With reference now to FIG. 8, the rocker arm 11 may have rotated further counterclockwise around the rocker shaft 18. In the non-limiting example shown, the rocker arm 11 may have rotated 12.9 degrees. First and second valves 50 and 52, respectively, may be at their maximum lift off their respective valve seats 170 and 172. In the non-limiting example shown, the first and second valves 50 and 52, respectively, may be displaced 15.2 mm off their respective valve seats 170 and 172. As illustrated, the oil supply passage 160 in the rocker arm 11 may be fully disconnected from the connecting passage 158 of the central pressurized oil supply conduit 152. In particular embodiments, oil supply passage 160 may now connected to the vent oil conduit 154 by way of the vent lobe 157. In this position, the supply of pressurized oil may be interrupted, and/or the oil pressure may drop in the oil supply passage 160. As a result, the biasing member 120 may urge the needle 100 downward such that the longitudinal pin portion 110 may push the check ball 90 off the valve seat 76, opening the brake capsule 46. Once the check ball 90 is open, the brake capsule 46 may become “soft” again, and/or may not exercise any force on the first valve 50 during valve closing that could otherwise prevent its closing. The pushrod 54 may now occupy a position consistent with the base circle on the cam (not shown), the above process may continuously repeat until a non-engine braking mode, such as combustion mode, is selected. FIG. 8A is a schematic plot of cam angle versus valve lift for an exhaust rocker arm assembly of the present teachings, identifying the position of FIG. 8 as 800-8, where the valves may be at full lift.

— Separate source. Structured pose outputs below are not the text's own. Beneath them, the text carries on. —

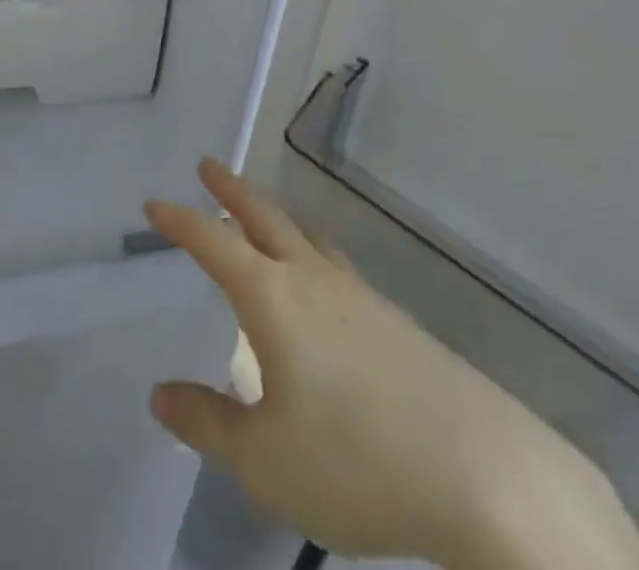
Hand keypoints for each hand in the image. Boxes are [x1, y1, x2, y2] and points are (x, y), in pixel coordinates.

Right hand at [145, 161, 638, 569]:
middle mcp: (313, 279)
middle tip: (209, 167)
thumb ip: (207, 424)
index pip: (214, 244)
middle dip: (231, 191)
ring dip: (274, 216)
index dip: (182, 222)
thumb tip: (161, 394)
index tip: (156, 203)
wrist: (482, 471)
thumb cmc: (357, 462)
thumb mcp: (264, 460)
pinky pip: (336, 263)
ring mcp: (358, 294)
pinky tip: (322, 279)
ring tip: (261, 213)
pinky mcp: (394, 318)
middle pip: (264, 218)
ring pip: (305, 235)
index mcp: (272, 299)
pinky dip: (312, 250)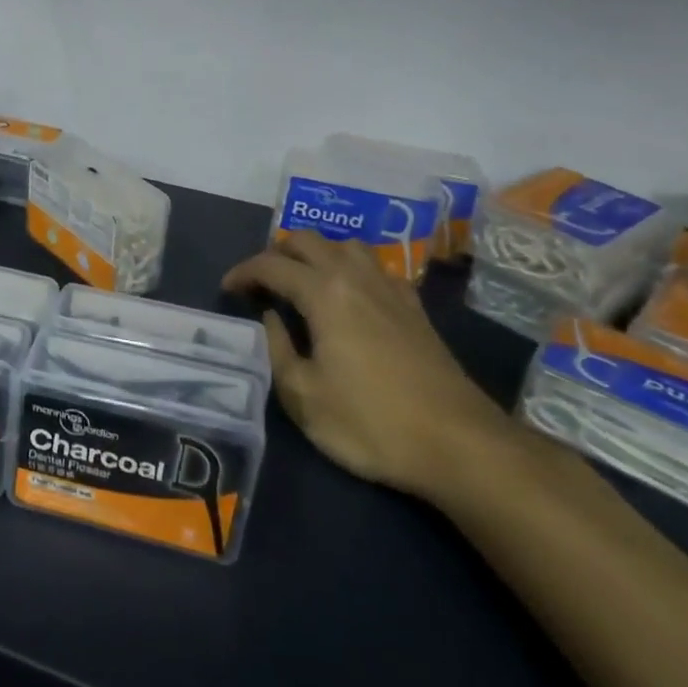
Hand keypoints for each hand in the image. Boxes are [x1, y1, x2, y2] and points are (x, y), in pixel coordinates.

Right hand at [222, 232, 514, 498]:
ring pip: (345, 246)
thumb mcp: (303, 396)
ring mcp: (391, 290)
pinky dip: (350, 268)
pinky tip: (348, 296)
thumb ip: (277, 349)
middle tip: (260, 283)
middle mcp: (356, 278)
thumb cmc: (371, 423)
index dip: (243, 272)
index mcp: (324, 294)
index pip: (272, 265)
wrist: (461, 445)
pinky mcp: (414, 308)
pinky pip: (375, 267)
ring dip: (316, 253)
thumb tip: (270, 318)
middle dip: (277, 254)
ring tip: (301, 280)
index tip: (227, 289)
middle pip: (309, 241)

With reference to FIG. 9, the rocker arm 11 may begin to rotate clockwise toward valve closure. When the valves 50 and 52 are closing, the oil supply passage 160 may no longer be in communication with the vent oil conduit 154, but a discharge circuit, such as the discharge oil circuit 210, may remain open, and may allow oil from under the upper disk portion 112 of the needle 100 to continue to discharge if necessary. In particular embodiments, brake capsule 46 may start to be pushed upward by the bridge 42 discharging the oil through a pressure relief valve 43. FIG. 9A is a schematic plot of cam angle versus valve lift for an exhaust rocker arm assembly of the present teachings and identifying the position of FIG. 9 as 800-9, which may be during initial valve closure.

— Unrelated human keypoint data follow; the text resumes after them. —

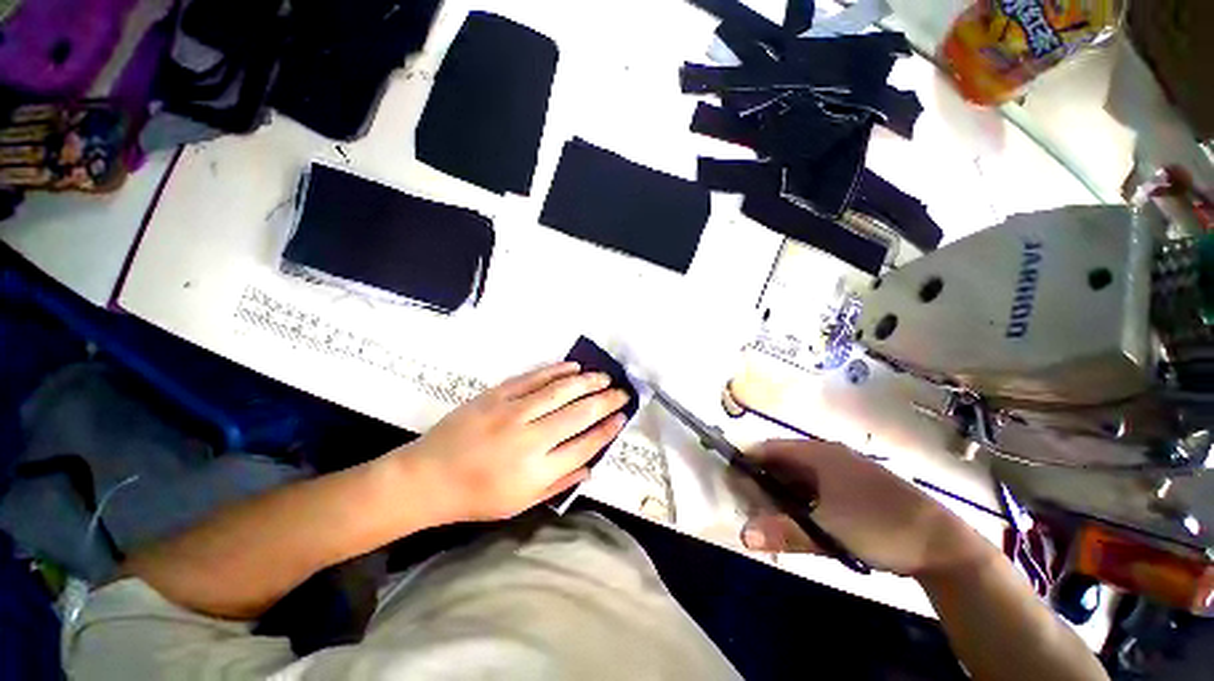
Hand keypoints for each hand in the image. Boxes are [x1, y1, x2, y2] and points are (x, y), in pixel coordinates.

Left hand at [393, 362, 629, 523]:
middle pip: (579, 414)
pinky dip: (556, 370)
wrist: (428, 477)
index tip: (622, 417)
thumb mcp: (521, 503)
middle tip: (623, 392)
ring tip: (605, 377)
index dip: (608, 429)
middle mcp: (530, 439)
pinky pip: (533, 378)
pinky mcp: (497, 395)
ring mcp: (513, 412)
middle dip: (606, 401)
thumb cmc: (477, 496)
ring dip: (587, 382)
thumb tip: (592, 464)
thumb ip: (560, 482)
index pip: (585, 445)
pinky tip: (573, 367)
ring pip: (560, 391)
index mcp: (537, 471)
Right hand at [739, 440, 980, 576]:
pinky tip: (803, 516)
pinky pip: (819, 485)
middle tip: (749, 502)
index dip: (748, 460)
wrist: (942, 544)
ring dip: (784, 490)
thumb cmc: (879, 527)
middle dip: (764, 479)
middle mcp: (830, 455)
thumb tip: (742, 535)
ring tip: (771, 512)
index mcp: (819, 454)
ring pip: (802, 474)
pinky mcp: (859, 486)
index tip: (732, 479)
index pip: (770, 448)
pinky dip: (804, 497)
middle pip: (784, 461)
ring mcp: (847, 469)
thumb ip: (784, 531)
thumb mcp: (828, 532)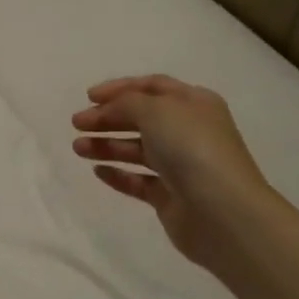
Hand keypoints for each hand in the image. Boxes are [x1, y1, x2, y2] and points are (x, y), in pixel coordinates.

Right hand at [71, 75, 273, 271]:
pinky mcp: (171, 196)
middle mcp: (189, 131)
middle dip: (107, 118)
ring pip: (137, 149)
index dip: (120, 88)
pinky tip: (97, 171)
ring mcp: (181, 166)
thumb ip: (126, 103)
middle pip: (141, 118)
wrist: (222, 211)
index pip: (153, 87)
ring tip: (78, 148)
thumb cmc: (191, 148)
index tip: (89, 97)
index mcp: (194, 103)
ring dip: (107, 145)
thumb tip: (108, 110)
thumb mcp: (156, 110)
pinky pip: (139, 180)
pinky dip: (118, 174)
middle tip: (77, 124)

Further valve closure may be illustrated. With reference to FIG. 10, valves 50 and 52 may get closer to their respective valve seats 170 and 172, and the oil supply passage 160 may again move into fluid communication with the connecting passage 158. At this point, however, the pressurized oil coming from the connecting passage 158 may not be able to push up the needle 100 immediately because a discharge circuit, such as discharge oil circuit 210, may still be open and/or in communication with ambient. This may guarantee that the check ball assembly 80 may stay opened for an extended time helping the brake capsule 46 to fully discharge. FIG. 10A is a schematic plot of cam angle versus valve lift for the exhaust rocker arm assembly of the present teachings and identifying the multiple position(s) of FIG. 10 during further valve closure.

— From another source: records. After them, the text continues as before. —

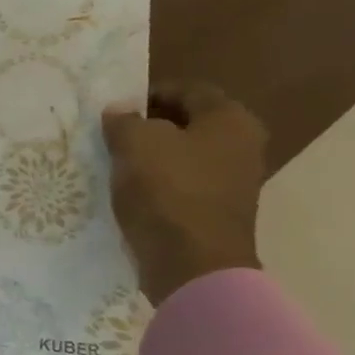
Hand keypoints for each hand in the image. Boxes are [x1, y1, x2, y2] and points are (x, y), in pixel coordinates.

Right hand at [101, 81, 266, 304]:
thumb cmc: (167, 191)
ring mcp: (233, 182)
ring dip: (152, 156)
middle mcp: (242, 145)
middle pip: (189, 123)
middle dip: (150, 125)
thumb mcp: (135, 144)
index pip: (188, 90)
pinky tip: (130, 191)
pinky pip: (183, 184)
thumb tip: (119, 111)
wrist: (192, 264)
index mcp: (230, 120)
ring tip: (115, 163)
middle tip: (112, 134)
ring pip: (184, 155)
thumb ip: (124, 121)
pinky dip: (158, 183)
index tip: (115, 108)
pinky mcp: (217, 211)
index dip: (149, 94)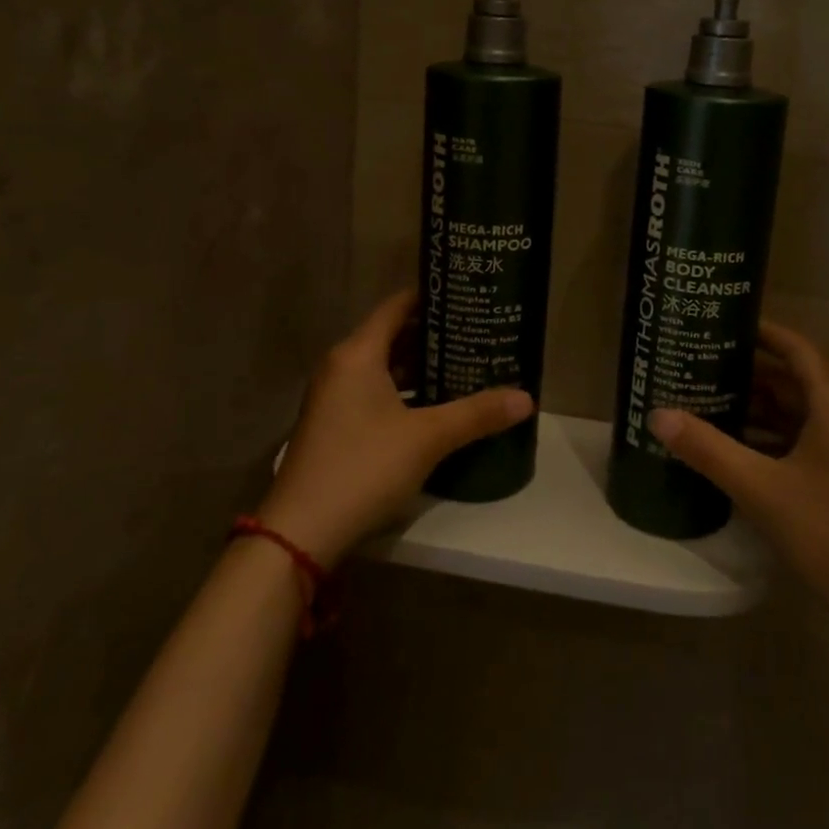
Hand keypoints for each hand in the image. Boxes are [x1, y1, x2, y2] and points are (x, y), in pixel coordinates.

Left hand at [256, 290, 532, 566]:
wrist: (301, 533)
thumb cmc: (363, 467)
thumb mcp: (427, 438)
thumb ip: (477, 414)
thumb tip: (527, 398)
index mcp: (357, 354)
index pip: (397, 306)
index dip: (431, 297)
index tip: (467, 295)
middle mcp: (341, 366)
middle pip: (392, 335)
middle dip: (434, 334)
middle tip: (477, 332)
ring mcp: (334, 398)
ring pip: (384, 367)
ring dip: (421, 366)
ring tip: (465, 364)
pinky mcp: (334, 426)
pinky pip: (374, 392)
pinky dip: (404, 391)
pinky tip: (436, 405)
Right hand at [649, 320, 828, 635]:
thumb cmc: (828, 531)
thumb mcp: (760, 487)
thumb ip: (708, 449)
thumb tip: (657, 414)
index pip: (798, 350)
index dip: (765, 332)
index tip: (725, 322)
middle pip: (793, 381)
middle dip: (748, 371)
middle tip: (701, 362)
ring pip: (794, 414)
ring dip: (755, 407)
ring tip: (706, 399)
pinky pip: (798, 443)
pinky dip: (766, 438)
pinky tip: (732, 448)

In particular embodiments lacking a hydraulic lash adjuster such as HLA 700 integrated in lost motion mechanism 44, a mechanical ramp may be required due to mechanical lash that may be inherently present in the absence of automatic lash adjustment, to provided and enable a constant and/or controlled valve closing velocity for valve re-seating. In such embodiments lacking a hydraulic lash adjuster such as HLA 700 integrated in lost motion mechanism 44, as has been disclosed herein, a last incremental distance before closing valves 50, 52 may exhibit a mechanical ramp, schematically illustrated in FIG. 10A by the closing valve lift profile terminating at alternative profile end point 800-10b instead of 800-10a. As a non-limiting example, embodiments lacking a hydraulic lash adjuster such as HLA 700 integrated in lost motion mechanism 44 may require a relatively long ramp, as the degree or amount of lash that may be present in the system may be variable and/or unknown.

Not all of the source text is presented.